Monday, July 03, 2006

Skullduggery In "Corrupticut"


Lots of people go into politics these days for the right reasons.

To get free stuff.

There was the mayor who liked to be plied with $100-plus bottles of Bordeaux. The governor who took a free hot tub. The state senator who was given a job that paid $30,000 for doing nothing -- and then demanded a raise.

The past few years have revealed so many tales of graft, malfeasance and all-purpose criminality by public servants in Connecticut that it's hard to choose the most brazen. But for Kevin J. O'Connor, the U.S. attorney here, one moment stands out.

It came in June 2004, while then-Gov. John G. Rowland (R) -- he of the hot tub -- was facing impeachment in the legislature for improperly taking gifts.

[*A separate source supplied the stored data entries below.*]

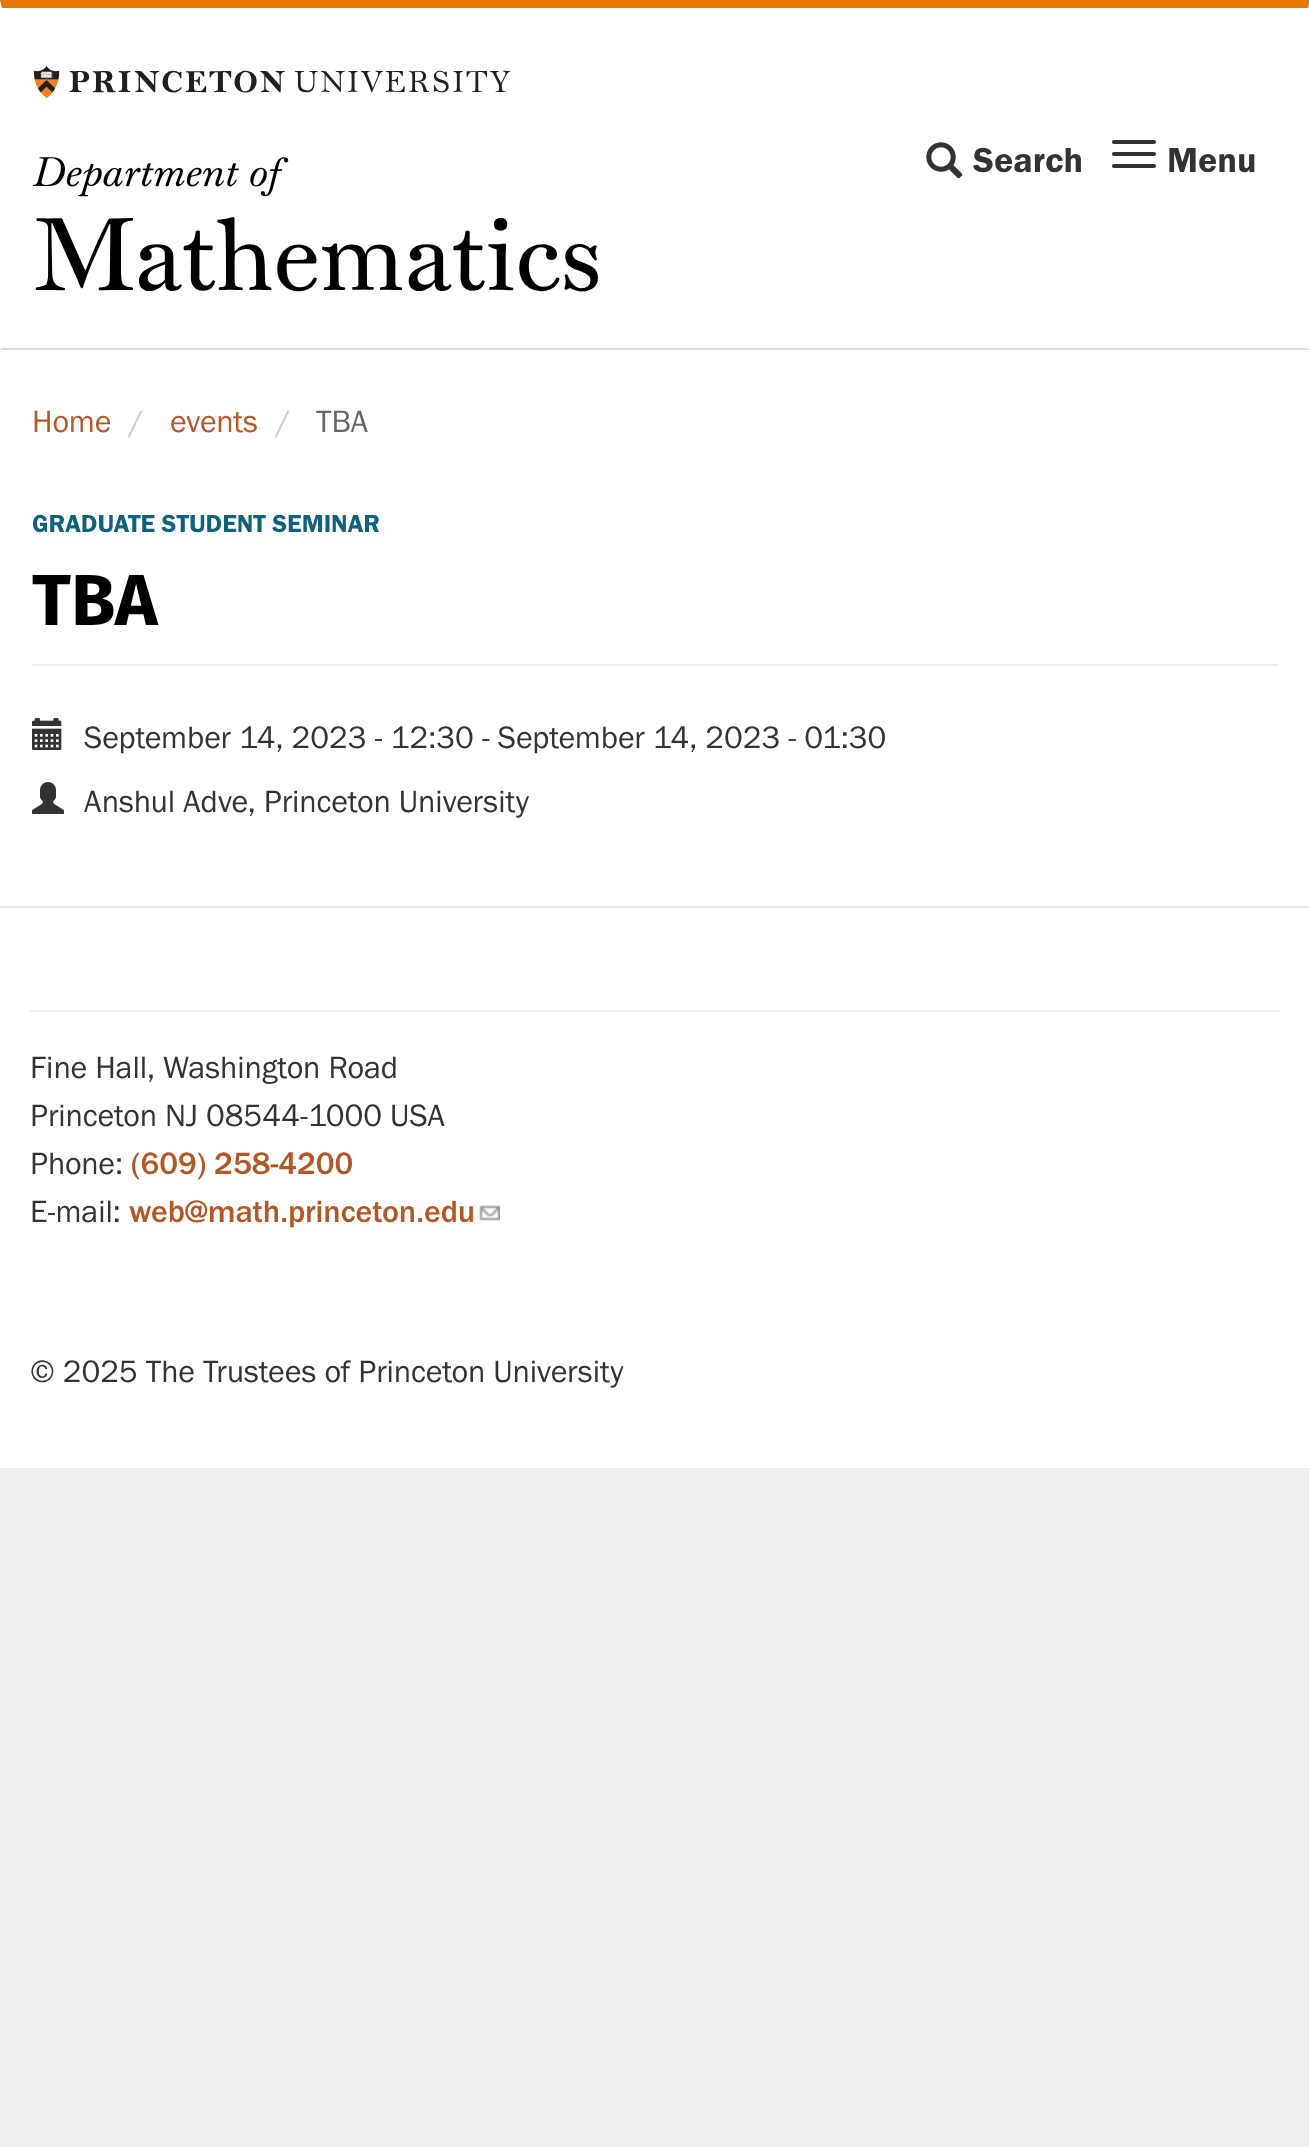 <?xml version="1.0" encoding="UTF-8"?>
<svg xmlns="http://www.w3.org/2000/svg" xmlns:xlink="http://www.w3.org/1999/xlink" width="1309" height="2147">
  <rect width="100%" height="100%" fill="#efefef" />
  <rect width="1309" height="906" fill="#ffffff" />
  <path d="M 0 0 h 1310 l -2 8 h -1306 z" fill="#e77500" />
  <path d="M 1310 350 h -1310 l 2 -2 h 1306 z" fill="#dddddd" />
  <image x="34" y="66" width="477" height="32" xlink:href="image1.png" />
  <image x="926" y="142" width="37" height="37" xlink:href="image2.png" />
  <rect x="1112" y="140" width="44" height="4" rx="2" fill="#333333" />
  <rect x="1112" y="152" width="44" height="4" rx="2" fill="#333333" />
  <rect x="1112" y="164" width="44" height="4" rx="2" fill="#333333" />
  <rect x="32" y="664" width="1246" height="2" fill="#eeeeee" />
  <image x="32" y="718" width="30" height="32" xlink:href="image3.png" />
  <image x="32" y="782" width="32" height="32" xlink:href="image4.png" />
  <rect y="908" width="1309" height="560" fill="#ffffff" />
  <rect y="906" width="1309" height="2" fill="#e5e5e5" />
  <rect x="30" y="1010" width="1250" height="2" fill="#eeeeee" />
  <image x="479" y="1205" width="21" height="16" xlink:href="image5.png" />
  <text x="34" y="186" style="font-family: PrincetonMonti; font-size: 40px; font-weight: 500; font-style: italic; fill: #000000">Department of</text>
  <text x="34" y="290" style="font-family: PrincetonMonti; font-size: 100px; fill: #000000">Mathematics</text>
  <text x="973" y="172" style="font-family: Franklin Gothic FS; font-size: 36px; font-weight: 600; fill: #333333">Search</text>
  <text x="1167" y="172" style="font-family: Franklin Gothic FS; font-size: 36px; font-weight: 600; fill: #333333">Menu</text>
  <text x="32" y="432" style="font-family: Franklin Gothic FS; font-size: 32px; fill: #b25828">Home</text>
  <text x="129" y="432" style="font-family: Franklin Gothic FS; font-size: 32px; fill: #cccccc">/</text>
  <text x="170" y="432" style="font-family: Franklin Gothic FS; font-size: 32px; fill: #b25828">events</text>
  <text x="276" y="432" style="font-family: Franklin Gothic FS; font-size: 32px; fill: #cccccc">/</text>
  <text x="316" y="432" style="font-family: Franklin Gothic FS; font-size: 32px; fill: #666666">TBA</text>
  <text x="32" y="532" style="font-family: Franklin Gothic FS; font-size: 25.6px; font-weight: 600; fill: #10617b">GRADUATE STUDENT SEMINAR</text>
  <text x="32" y="625" style="font-family: Fira Sans; font-size: 72px; font-weight: bold; fill: #000000">TBA</text>
  <text x="84" y="748" style="font-family: Franklin Gothic FS; font-size: 32px; fill: #333333">September 14, 2023 - 12:30 - September 14, 2023 - 01:30</text>
  <text x="84" y="812" style="font-family: Franklin Gothic FS; font-size: 32px; fill: #333333">Anshul Adve, Princeton University</text>
  <text x="30" y="1078" style="font-family: Franklin Gothic FS; font-size: 32px; fill: #333333">Fine Hall, Washington Road</text>
  <text x="30" y="1126" style="font-family: Franklin Gothic FS; font-size: 32px; fill: #333333">Princeton NJ 08544-1000 USA</text>
  <text x="30" y="1174" style="font-family: Franklin Gothic FS; font-size: 32px; fill: #333333">Phone:</text>
  <text x="131" y="1174" style="font-family: Franklin Gothic FS; font-size: 32px; font-weight: 500; fill: #b25828">(609) 258-4200</text>
  <text x="30" y="1222" style="font-family: Franklin Gothic FS; font-size: 32px; fill: #333333">E-mail:</text>
  <text x="129" y="1222" style="font-family: Franklin Gothic FS; font-size: 32px; font-weight: 500; fill: #b25828">web@math.princeton.edu</text>
  <text x="30" y="1382" style="font-family: Franklin Gothic FS; font-size: 32px; fill: #333333">© 2025 The Trustees of Princeton University</text>
</svg>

Even in that fraught time, O'Connor said, federal agents recorded state Sen. Ernest E. Newton II (D) -- he of the no-show job -- asking someone for a bribe.

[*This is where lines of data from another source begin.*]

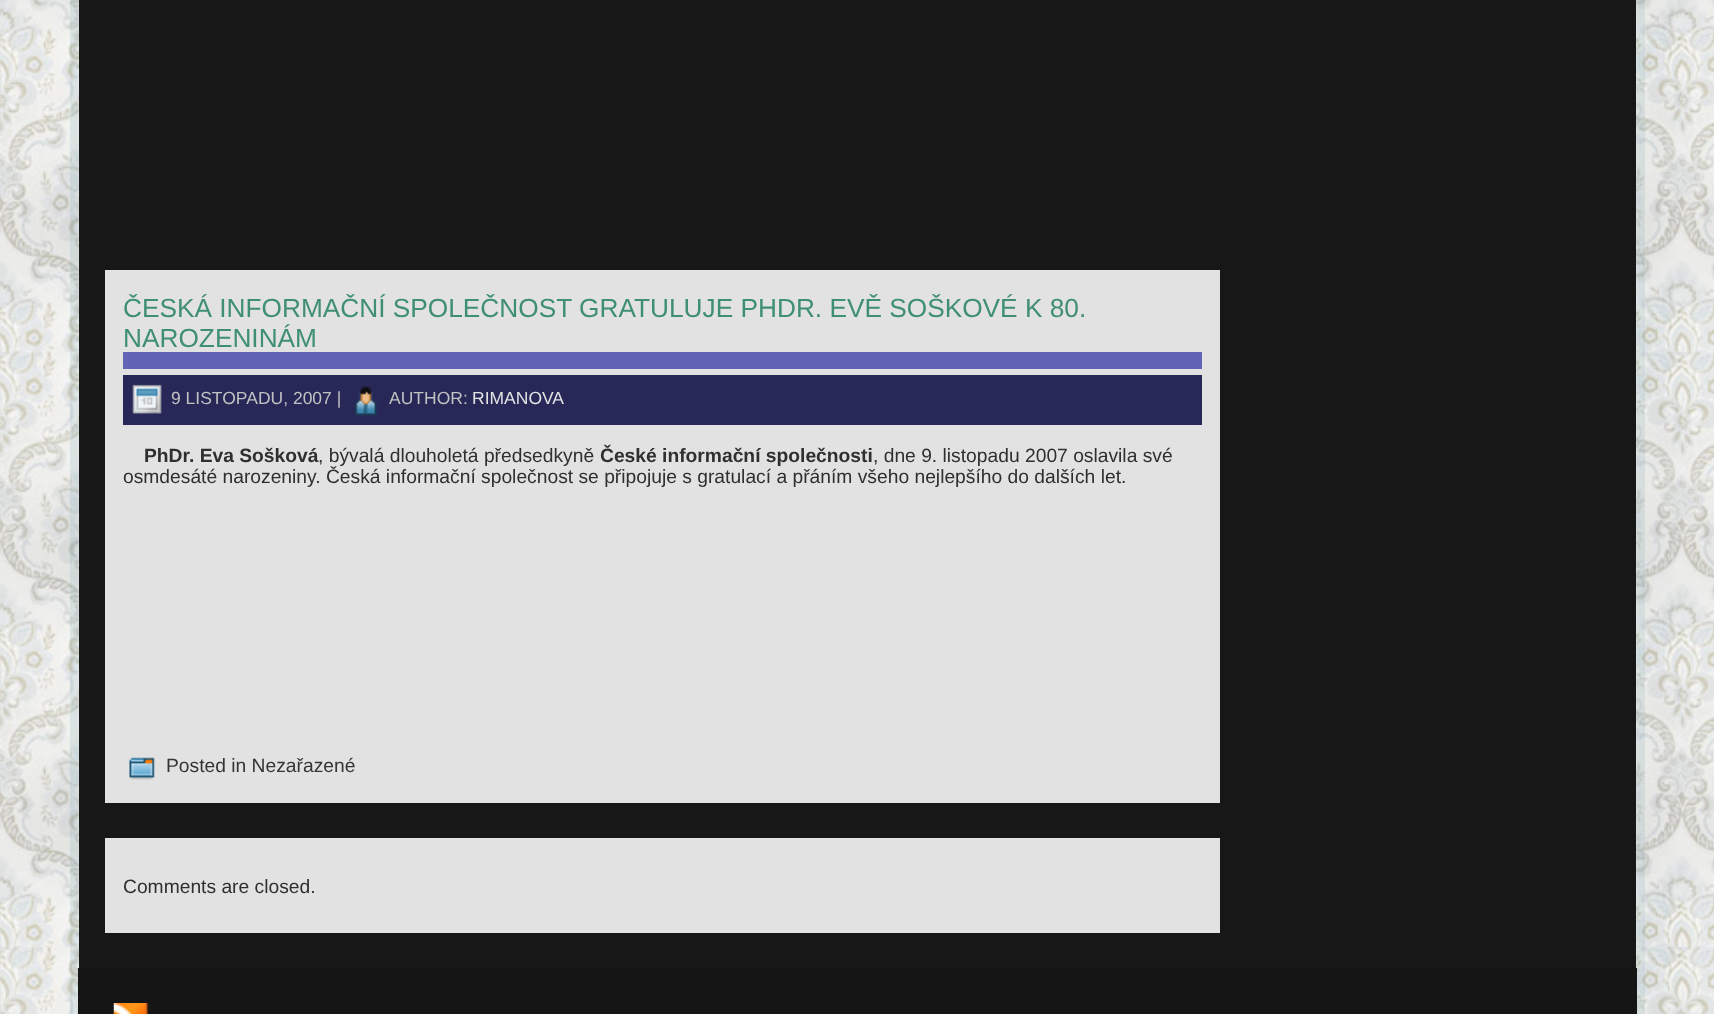 <svg xmlns="http://www.w3.org/2000/svg" width="1714" height="1014" viewBox="0 0 1714 1014">
  <rect width="100%" height="100%" fill="#fff"/>
  <image x="0" y="0" width="1714" height="1014" href="img/1.png"/>
  <image x="70" y="0" width="9" height="1014" href="img/2.png"/>
  <path d="M79 0h1557v968H79z" fill="#171717"/>
  <path d="M105 270h1115v533H105z" fill="#e2e2e2"/>
  <path d="M123 352h1079v17H123z" fill="#6163b6"/>
  <path d="M123 375h1079v50H123z" fill="#272858"/>
  <image x="132" y="384" width="30" height="30" href="img/3.png"/>
  <image x="355" y="386" width="22" height="30" href="img/4.png"/>
  <image x="129" y="757" width="26" height="23" href="img/5.png"/>
  <path d="M105 838h1115v95H105z" fill="#e2e2e2"/>
  <image x="1636" y="0" width="9" height="1014" href="img/7.png"/>
  <path d="M78 968h1559v46H78z" fill="#151515"/>
  <image x="113" y="1003" width="36" height="11" href="img/6.png"/>
  <g font-family="Liberation Sans" font-size="26.25" fill="#3f8f72">
    <text x="123" y="317">ČESKÁ INFORMAČNÍ SPOLEČNOST GRATULUJE PHDR. EVĚ SOŠKOVÉ K 80.</text>
    <text x="123" y="347">NAROZENINÁM</text>
  </g>
  <g font-family="Liberation Sans" font-size="17.5" fill="#c2c2c2">
    <text x="171" y="404">9 LISTOPADU, 2007 |</text>
    <text x="389" y="404">AUTHOR:</text>
  </g>
  <text x="472" y="404" font-family="Liberation Sans" font-size="17.5" fill="#e2e2e2">RIMANOVA</text>
  <text x="144" y="462" font-family="Liberation Sans" font-size="19.25" font-weight="bold" fill="#2f2f2f">PhDr. Eva Sošková</text>
  <text x="318" y="462" font-family="Liberation Sans" font-size="19.25" fill="#2f2f2f">, bývalá dlouholetá předsedkyně</text>
  <text x="600" y="462" font-family="Liberation Sans" font-size="19.25" font-weight="bold" fill="#2f2f2f">České informační společnosti</text>
  <g font-family="Liberation Sans" font-size="19.25" fill="#2f2f2f">
    <text x="873" y="462">, dne 9. listopadu 2007 oslavila své</text>
    <text x="123" y="483">osmdesáté narozeniny. Česká informační společnost se připojuje s gratulací a přáním všeho nejlepšího do dalších let.</text>
  </g>
  <text x="166" y="772" font-family="Liberation Sans" font-size="19.25" fill="#353535">Posted in Nezařazené</text>
  <text x="123" y="893" font-family="Liberation Sans" font-size="19.25" fill="#2f2f2f">Comments are closed.</text>
</svg>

"I thought to myself, you know, 'What are these people thinking?' " O'Connor said.

When Connecticut forefathers nicknamed their state "The Land of Steady Habits," this was probably not what they had in mind. But a tradition of bad behavior by officeholders persists here, despite numerous prosecutions and attempts at reform.

If more proof were needed, it has come in the past few weeks, with three new scandals involving current or former big-city mayors.